2014 was a good year for the loading bay industry as retailers, in particular, spent heavily on their big shed networks but how will they fare this year and the next few as the retailers cancel their plans for big store openings and close others to safeguard their profits against the rise of the discounters and changes in the publics’ shopping habits? And what should the loading bay suppliers do to promote their sales in what could become a sticky market as they jostle to get a share of the non-food retailer market which is still holding up reasonably well?

chazThe upheaval in food retailing is serious, with some executives and analysts believing that Tesco, Sainsbury and Morrisons will need to close one in five stores to protect their profits. Others, like M&S, have abandoned their plans to open a 1 million ft2 DC at London Gateway’s container port, owing to constraints from falling sales in their general merchandise sector.

One obvious reaction for loading bay suppliers is to hone their services to meet the remorseless rise in e-commerce, and apart from their product innovations to meet that rise, they will undoubtedly try harder to push their maintenance support services which will cut the risk of breakdowns and the consequent knock-on effect of delayed customer deliveries. Online shoppers are no longer prepared to wait much more than 24 hours for their ordered goods so any disappointment in that area risks permanent loss of business because, even if it is the postal carrier’s fault, it will be the retailer that is blamed. Fortunately for the loading bay suppliers, the message on maintenance is getting across to the buyers. Hormann, for example, saw a significant growth in its maintenance support services, having won new contracts to maintain doors and other loading bay equipment, including competitors’ makes, and that includes 24/7 support. That is how it should be because equipment breakdowns are anathema to the fast-moving e-commerce market.

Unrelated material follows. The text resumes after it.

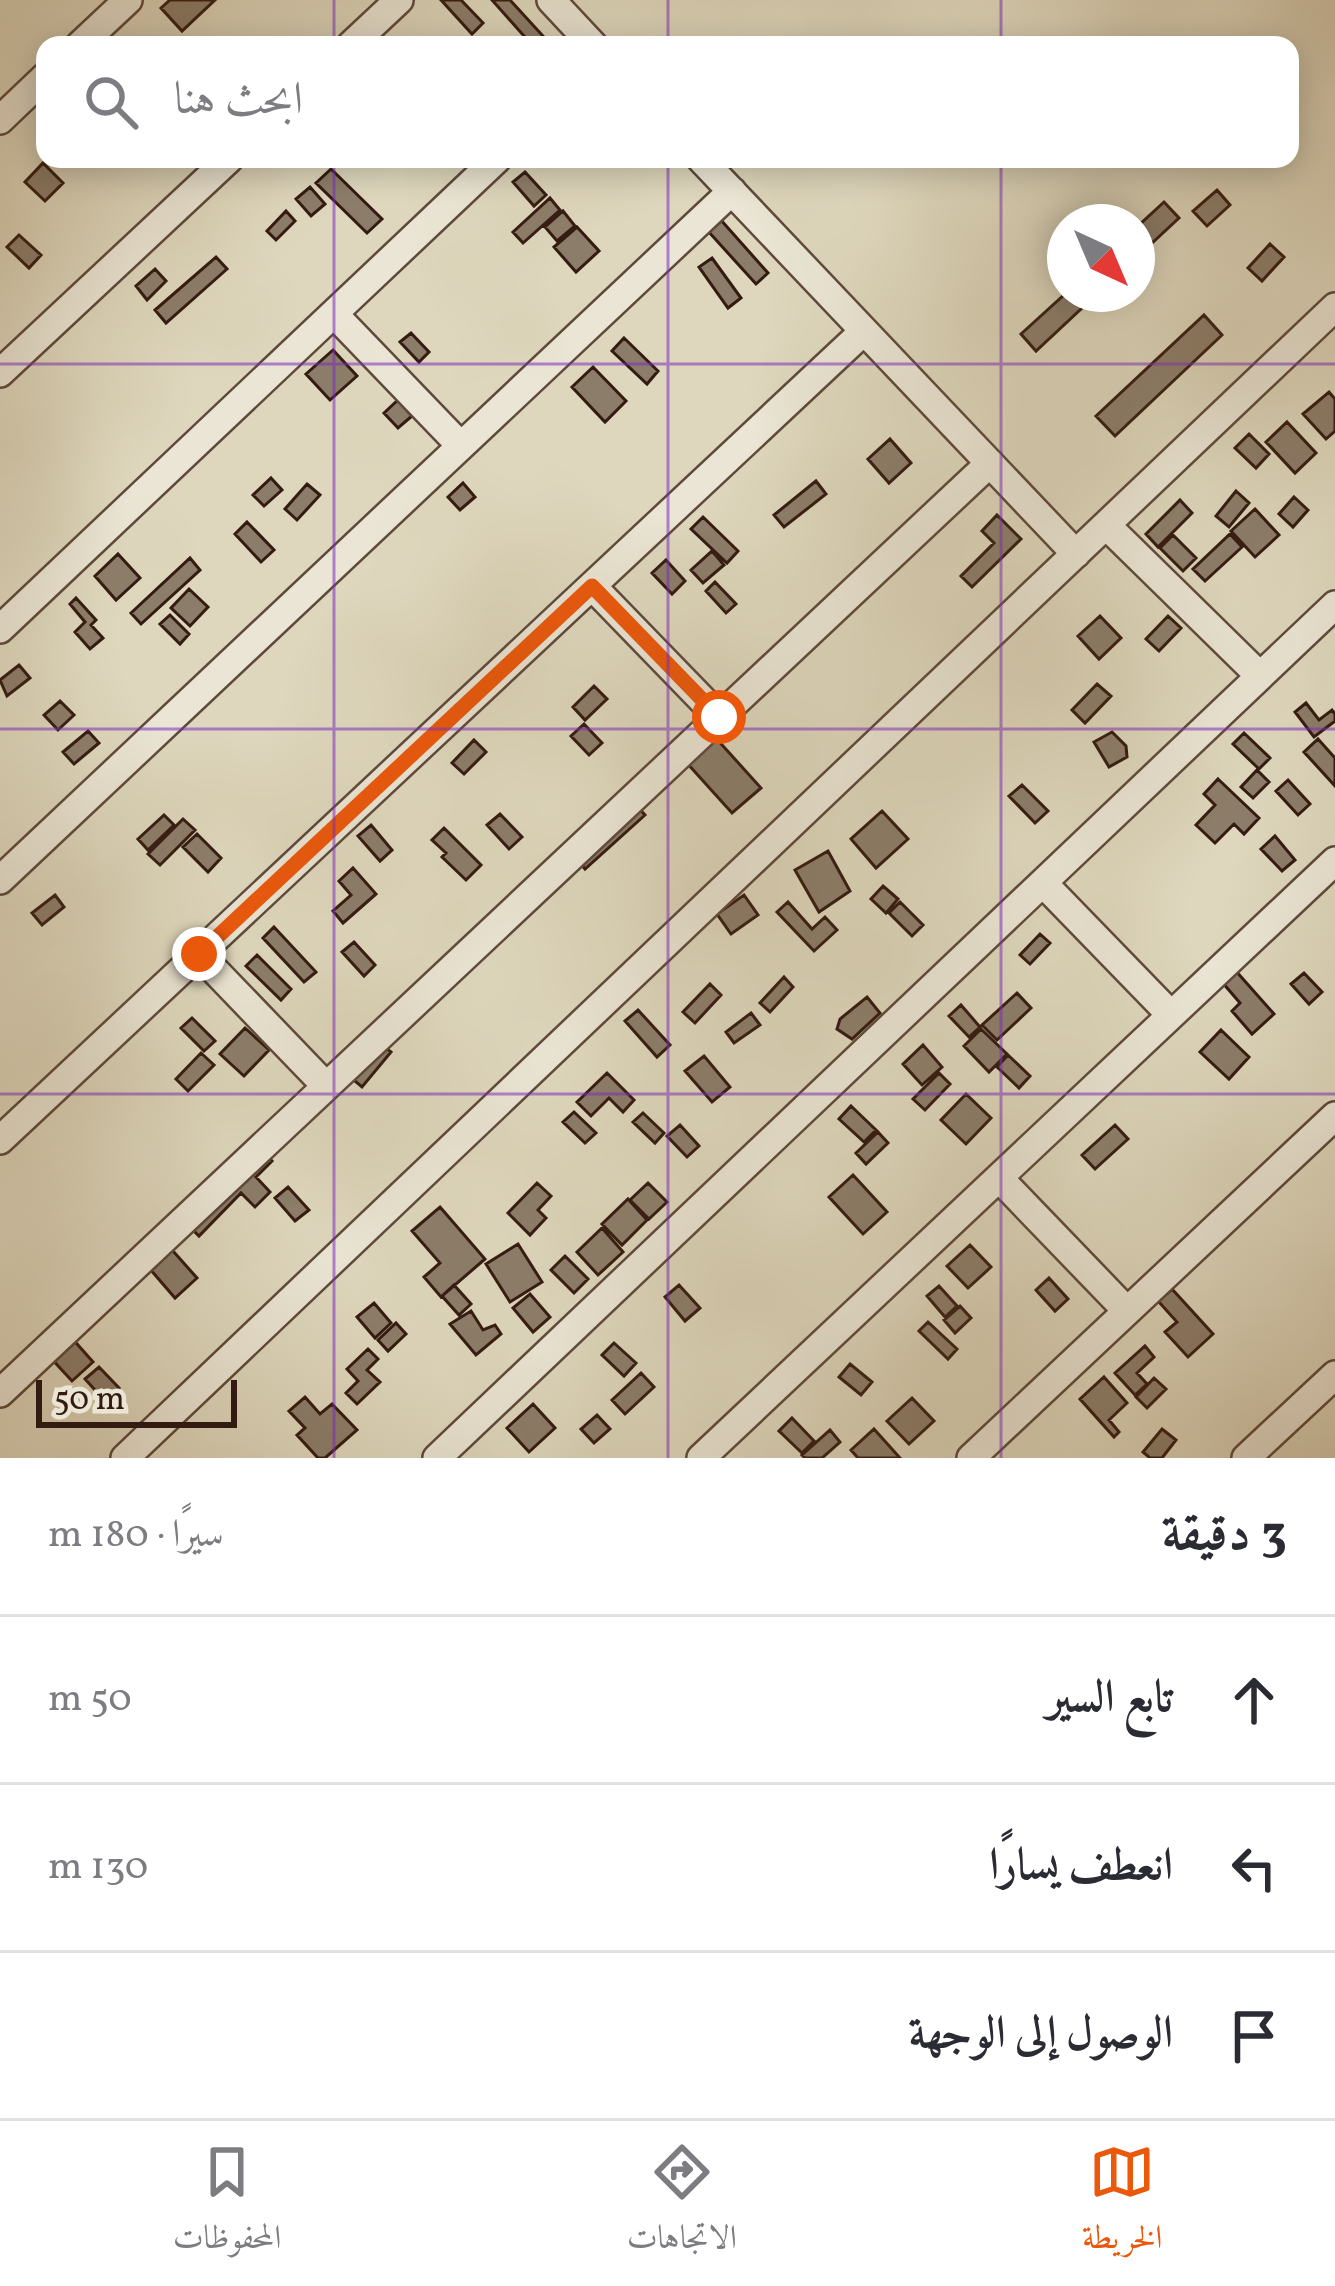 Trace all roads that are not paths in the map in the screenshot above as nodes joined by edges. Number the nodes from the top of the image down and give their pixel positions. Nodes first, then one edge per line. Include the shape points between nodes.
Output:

Another three issues loading bay suppliers must try harder on are safety, sustainability and energy. Despite all the safety equipment advances the loading bay still accounts for over 25% of all workplace accidents and these accidents can seriously delay despatches. The key to reversing this unenviable record is training, which should not be restricted to forklift drivers, and it should be part of induction training. On the safety hardware side, controls and barriers can reduce risks by segregating pedestrians and trucks. Further up the cost scale are the various devices to prevent premature lorry departure and vehicle creep. All of the leading loading bay equipment suppliers are a useful source of information on loading bay safety and then there are the forklift training specialists like Mentor and institutions such as the FLTA and SEMA.

The leading kit suppliers have developed products and software to help warehouse operators to reduce their carbon footprint and the energy saving advice is usually free and downloadable. The more prescient kit suppliers, however, will and must continue to make sustainability their main focus on carbon reduction if they wish to flourish through what could be that ancient Chinese curse of “May you live through interesting times.”

On a more optimistic note, e-commerce has a lot more upheaval in store for conventional bricks and mortar retailers which could see vast, new, shared-user order picking warehouses developed and financed by leading goods producers, particularly in the food and household consumer fields. This would allow them to disintermediate the conventional retailers and so remove a vast amount of unnecessary costs and profit margins and wrest back control from over mighty retailers whose record of dealings with their suppliers is often ignoble.